Les hôtels sont des amorces idéales pour l'imaginaire. Les destins
s'y tressent à l'envi, permettant d'innombrables combinatoires.
Mais Assouline est trop féru d'enquêtes pour donner libre cours
à sa fantaisie : il s'attache à un établissement
célèbre, s'imprègne de son inimaginable histoire et
la transforme en une fiction passionnante et basée sur des faits
réels.
Le Lutetia, seul grand palace de la rive gauche parisienne, attendait
celui qui transformerait son destin en légende.
Trois époques marquent ce livre.
- L'avant-guerre «
Le monde d'avant
», où l'hôtel était le quartier général
du Paris mondain et artistique, que l'auteur fait brûler de tous ses
feux. Nous y croisons Martin du Gard, James Joyce, le général
De Gaulle. - L'Occupation ensuite «
Pendant ce temps
», où il abrite les services du contre-espionnage allemand :
c'est le temps de l'héroïsme et de la veulerie, du sacrifice
et de l'opportunisme. Assouline puise dans sa connaissance encyclopédique
de la période.
- Enfin la troisième période «
La vie après »
où l'hôtel fut réquisitionné en 1945 par
les autorités françaises pour accueillir les rescapés
des camps. Ce volet du livre est le plus éprouvant et le plus poignant.
Manifestement, Assouline s'est servi d'une documentation des plus rigoureuse,
qu'il renforce encore par son pouvoir d'évocation.

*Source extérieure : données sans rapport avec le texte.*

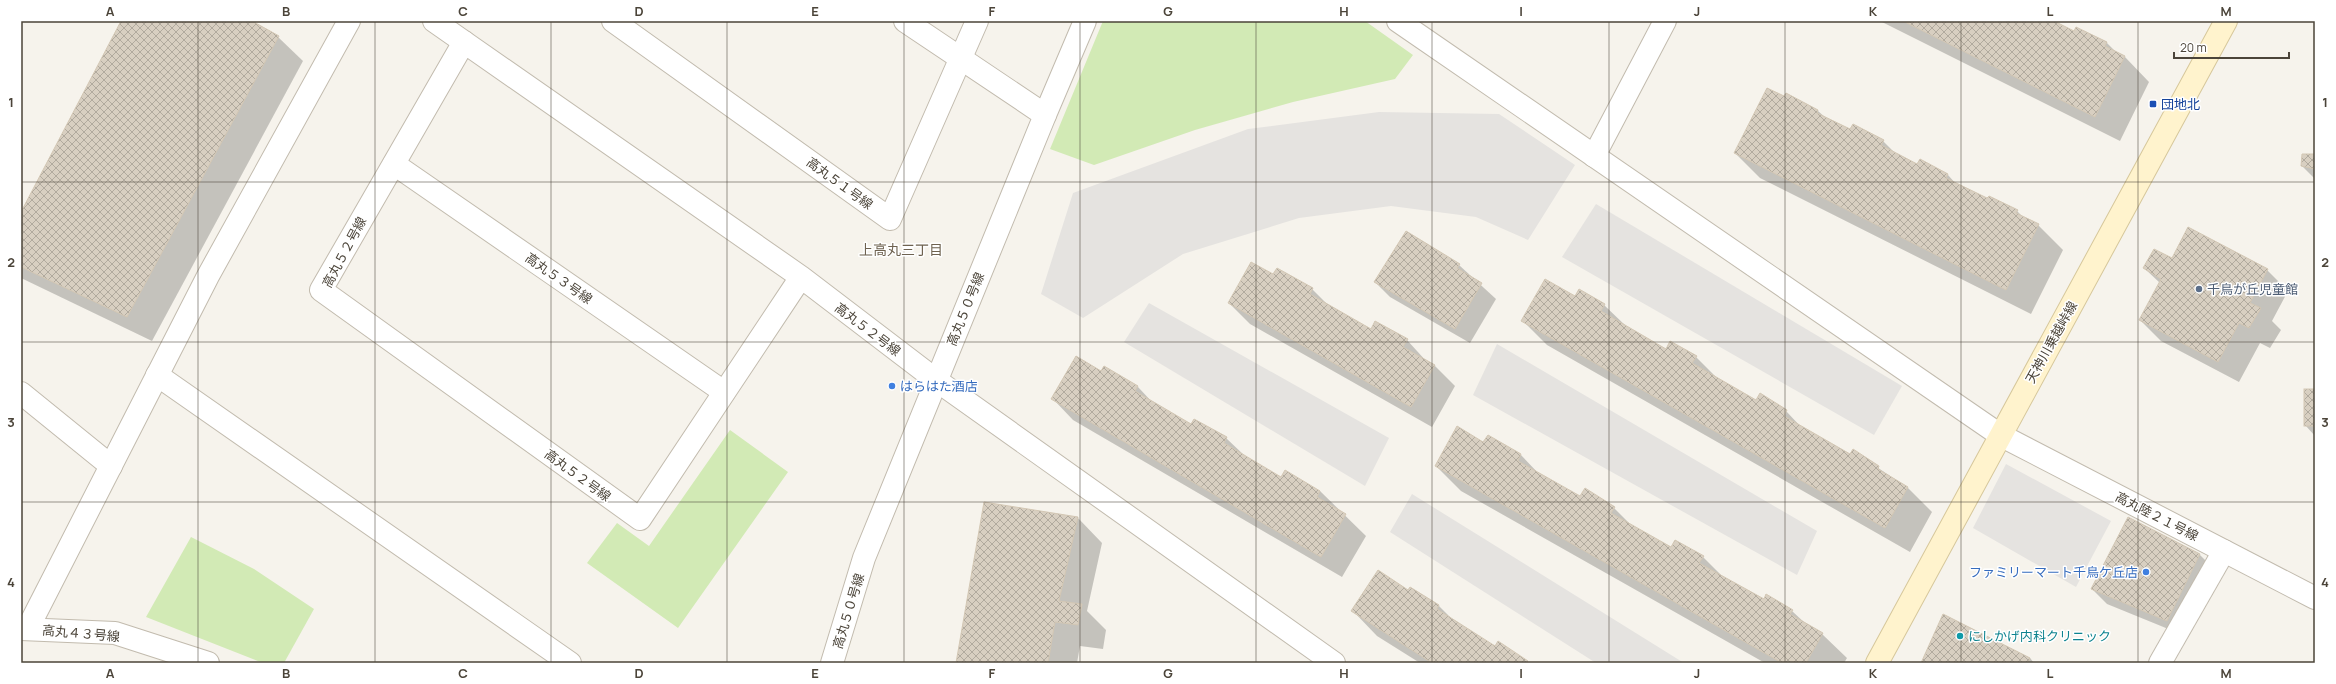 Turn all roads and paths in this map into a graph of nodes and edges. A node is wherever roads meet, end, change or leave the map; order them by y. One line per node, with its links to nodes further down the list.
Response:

La grande idée qui porte tout l'ouvrage est celle d'avoir choisi comme
figure focale le préposé à la sécurité
Edouard Kiefer. Il est Alsacien et protestant. Son père était
régisseur du château de Cheverny, où vivait le
marquis de Vibraye et les siens. Tout le destine à percer les Allemands
à jour mieux que personne. L'Histoire lui en donnera la fatidique
occasion. Ce Kiefer qui ne quitte jamais l'immeuble, qui arpente son toit
pour prendre l'air ou y sonner du cor quand le règlement l'y autorise,
est un prodigieux personnage. Nul recoin de l'établissement n'a de
secret pour cet homme au regard chaleureux, attentif, dépourvu de
complaisance. Les illustres clients de ce lieu mythique qui jalonnent le
récit en accroissent l'intérêt.
Le Lutetia devient alors le cadre d'un huis clos tel un théâtre
dans lequel se déroule une tragédie qui le dépasse,
mais qu'il symbolise aussi.
Assouline parvient à nous émouvoir et nous bouleverser et là
où d'autres n'auraient réussi qu'un ouvrage historique didactique,
Assouline a signé un roman historique passionnant et un livre sur les méandres du destin et de l'Histoire.
C'est une force extraordinaire d'arriver à se déprendre du
contexte, aussi tragique soit-il, pour se projeter dans la durée.
Le chef-d'oeuvre, en toute chose, c'est la durée.